--- Material supplied Enclosed Below ---

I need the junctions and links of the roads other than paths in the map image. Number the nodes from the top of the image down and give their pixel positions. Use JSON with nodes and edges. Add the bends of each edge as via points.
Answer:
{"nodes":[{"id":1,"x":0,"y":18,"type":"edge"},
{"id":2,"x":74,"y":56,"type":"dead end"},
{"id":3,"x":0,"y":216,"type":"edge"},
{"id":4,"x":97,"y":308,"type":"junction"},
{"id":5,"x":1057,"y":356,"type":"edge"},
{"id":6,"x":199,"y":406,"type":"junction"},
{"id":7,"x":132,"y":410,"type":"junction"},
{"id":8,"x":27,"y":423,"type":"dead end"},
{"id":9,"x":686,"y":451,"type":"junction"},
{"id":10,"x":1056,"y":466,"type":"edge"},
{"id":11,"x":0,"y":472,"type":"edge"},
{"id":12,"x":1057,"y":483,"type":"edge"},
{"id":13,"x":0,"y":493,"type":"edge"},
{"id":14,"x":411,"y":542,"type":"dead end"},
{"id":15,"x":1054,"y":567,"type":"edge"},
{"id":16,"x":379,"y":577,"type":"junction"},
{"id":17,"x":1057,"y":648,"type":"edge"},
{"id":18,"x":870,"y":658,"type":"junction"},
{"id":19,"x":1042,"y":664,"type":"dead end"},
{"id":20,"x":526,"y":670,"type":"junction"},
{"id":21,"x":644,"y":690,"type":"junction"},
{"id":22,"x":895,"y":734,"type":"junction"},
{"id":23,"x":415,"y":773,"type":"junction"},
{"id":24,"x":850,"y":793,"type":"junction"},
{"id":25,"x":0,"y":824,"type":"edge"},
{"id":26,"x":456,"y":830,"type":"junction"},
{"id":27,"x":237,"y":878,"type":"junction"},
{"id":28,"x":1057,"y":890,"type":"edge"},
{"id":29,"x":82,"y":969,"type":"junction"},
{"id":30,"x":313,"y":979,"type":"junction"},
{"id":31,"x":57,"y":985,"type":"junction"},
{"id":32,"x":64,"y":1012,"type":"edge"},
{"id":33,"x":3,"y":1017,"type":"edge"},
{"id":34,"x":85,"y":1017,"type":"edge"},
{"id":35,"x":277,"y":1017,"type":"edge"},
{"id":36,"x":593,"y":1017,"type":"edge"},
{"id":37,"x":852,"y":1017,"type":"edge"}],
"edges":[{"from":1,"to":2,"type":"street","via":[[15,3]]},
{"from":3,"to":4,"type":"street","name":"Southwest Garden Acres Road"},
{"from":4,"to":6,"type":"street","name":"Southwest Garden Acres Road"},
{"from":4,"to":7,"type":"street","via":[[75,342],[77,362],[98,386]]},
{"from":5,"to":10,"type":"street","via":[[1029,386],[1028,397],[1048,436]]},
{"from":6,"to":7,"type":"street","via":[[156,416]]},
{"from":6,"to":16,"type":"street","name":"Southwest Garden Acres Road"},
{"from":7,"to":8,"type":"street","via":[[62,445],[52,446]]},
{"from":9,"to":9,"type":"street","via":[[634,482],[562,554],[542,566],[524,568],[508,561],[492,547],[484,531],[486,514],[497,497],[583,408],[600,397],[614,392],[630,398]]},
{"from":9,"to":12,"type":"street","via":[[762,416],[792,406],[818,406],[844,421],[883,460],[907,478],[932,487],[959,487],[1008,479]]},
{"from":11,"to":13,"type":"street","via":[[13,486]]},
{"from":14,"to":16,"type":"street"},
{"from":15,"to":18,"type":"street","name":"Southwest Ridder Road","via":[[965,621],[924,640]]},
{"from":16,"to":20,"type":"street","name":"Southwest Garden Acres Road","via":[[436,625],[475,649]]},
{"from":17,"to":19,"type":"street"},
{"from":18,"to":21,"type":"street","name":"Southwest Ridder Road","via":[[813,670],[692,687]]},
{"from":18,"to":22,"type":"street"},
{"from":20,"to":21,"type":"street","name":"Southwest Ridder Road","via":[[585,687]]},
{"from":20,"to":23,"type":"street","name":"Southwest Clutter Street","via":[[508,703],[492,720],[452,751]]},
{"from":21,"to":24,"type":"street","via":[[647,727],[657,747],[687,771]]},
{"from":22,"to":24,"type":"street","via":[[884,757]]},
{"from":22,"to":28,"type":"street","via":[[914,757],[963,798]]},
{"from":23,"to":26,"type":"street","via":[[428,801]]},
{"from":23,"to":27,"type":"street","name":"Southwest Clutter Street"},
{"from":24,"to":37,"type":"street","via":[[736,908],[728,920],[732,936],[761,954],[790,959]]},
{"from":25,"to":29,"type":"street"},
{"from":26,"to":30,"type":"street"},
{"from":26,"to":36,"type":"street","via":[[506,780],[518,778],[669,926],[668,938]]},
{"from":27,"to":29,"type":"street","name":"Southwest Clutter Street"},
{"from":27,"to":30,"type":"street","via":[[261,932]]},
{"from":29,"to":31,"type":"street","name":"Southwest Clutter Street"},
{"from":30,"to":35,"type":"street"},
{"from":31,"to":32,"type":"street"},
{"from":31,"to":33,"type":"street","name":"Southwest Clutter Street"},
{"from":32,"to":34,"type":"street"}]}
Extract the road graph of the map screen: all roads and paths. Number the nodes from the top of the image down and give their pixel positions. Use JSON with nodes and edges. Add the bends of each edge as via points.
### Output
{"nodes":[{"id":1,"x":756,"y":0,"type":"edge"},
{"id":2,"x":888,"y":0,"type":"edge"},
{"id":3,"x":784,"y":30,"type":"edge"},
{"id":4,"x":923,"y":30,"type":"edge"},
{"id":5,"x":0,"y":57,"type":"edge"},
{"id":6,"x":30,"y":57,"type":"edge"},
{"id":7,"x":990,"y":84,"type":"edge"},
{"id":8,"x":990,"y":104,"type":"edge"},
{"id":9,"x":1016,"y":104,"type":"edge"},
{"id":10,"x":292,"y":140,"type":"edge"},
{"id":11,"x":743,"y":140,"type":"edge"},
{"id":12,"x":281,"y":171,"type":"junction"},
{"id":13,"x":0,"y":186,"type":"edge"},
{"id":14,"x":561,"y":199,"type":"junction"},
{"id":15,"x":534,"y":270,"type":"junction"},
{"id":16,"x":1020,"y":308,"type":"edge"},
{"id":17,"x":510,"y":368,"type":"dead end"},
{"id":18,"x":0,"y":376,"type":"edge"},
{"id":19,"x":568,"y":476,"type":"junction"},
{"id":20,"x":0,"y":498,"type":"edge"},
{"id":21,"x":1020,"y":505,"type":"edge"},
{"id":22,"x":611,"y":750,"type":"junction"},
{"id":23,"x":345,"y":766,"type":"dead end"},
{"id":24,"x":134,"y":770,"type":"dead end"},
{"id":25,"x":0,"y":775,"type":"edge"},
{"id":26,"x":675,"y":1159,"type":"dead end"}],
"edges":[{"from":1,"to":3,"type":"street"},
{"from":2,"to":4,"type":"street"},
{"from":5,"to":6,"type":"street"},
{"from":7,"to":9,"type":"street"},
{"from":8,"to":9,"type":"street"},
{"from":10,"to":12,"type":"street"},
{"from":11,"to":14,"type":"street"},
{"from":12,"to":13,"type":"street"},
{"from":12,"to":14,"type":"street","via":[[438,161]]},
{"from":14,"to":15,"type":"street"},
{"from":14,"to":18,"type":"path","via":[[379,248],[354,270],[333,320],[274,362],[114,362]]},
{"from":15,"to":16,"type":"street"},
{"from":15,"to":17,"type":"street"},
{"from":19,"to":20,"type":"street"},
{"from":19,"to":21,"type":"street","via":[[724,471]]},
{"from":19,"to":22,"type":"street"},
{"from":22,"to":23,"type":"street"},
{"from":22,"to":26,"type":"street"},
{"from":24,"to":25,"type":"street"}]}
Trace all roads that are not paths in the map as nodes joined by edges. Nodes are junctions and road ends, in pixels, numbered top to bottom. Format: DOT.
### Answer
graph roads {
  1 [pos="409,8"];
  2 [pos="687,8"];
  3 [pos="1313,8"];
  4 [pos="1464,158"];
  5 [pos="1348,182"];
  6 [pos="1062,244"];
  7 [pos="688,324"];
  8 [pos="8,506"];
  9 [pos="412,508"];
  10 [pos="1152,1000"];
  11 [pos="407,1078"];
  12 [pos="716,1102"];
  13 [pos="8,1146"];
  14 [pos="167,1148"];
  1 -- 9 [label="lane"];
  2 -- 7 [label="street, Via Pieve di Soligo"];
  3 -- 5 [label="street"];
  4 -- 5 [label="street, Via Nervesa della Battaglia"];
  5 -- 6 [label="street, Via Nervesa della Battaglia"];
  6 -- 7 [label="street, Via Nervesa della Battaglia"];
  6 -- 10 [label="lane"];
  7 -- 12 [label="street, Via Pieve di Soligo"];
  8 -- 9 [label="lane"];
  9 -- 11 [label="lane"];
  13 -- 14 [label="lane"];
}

--- End of Enclosed Material supplied ---

Among the lines above, find those that contain the word "Garden" and copy them.

Exercise answer:
{"from":3,"to":4,"type":"street","name":"Southwest Garden Acres Road"},
{"from":4,"to":6,"type":"street","name":"Southwest Garden Acres Road"},
{"from":6,"to":16,"type":"street","name":"Southwest Garden Acres Road"},
{"from":16,"to":20,"type":"street","name":"Southwest Garden Acres Road","via":[[436,625],[475,649]]},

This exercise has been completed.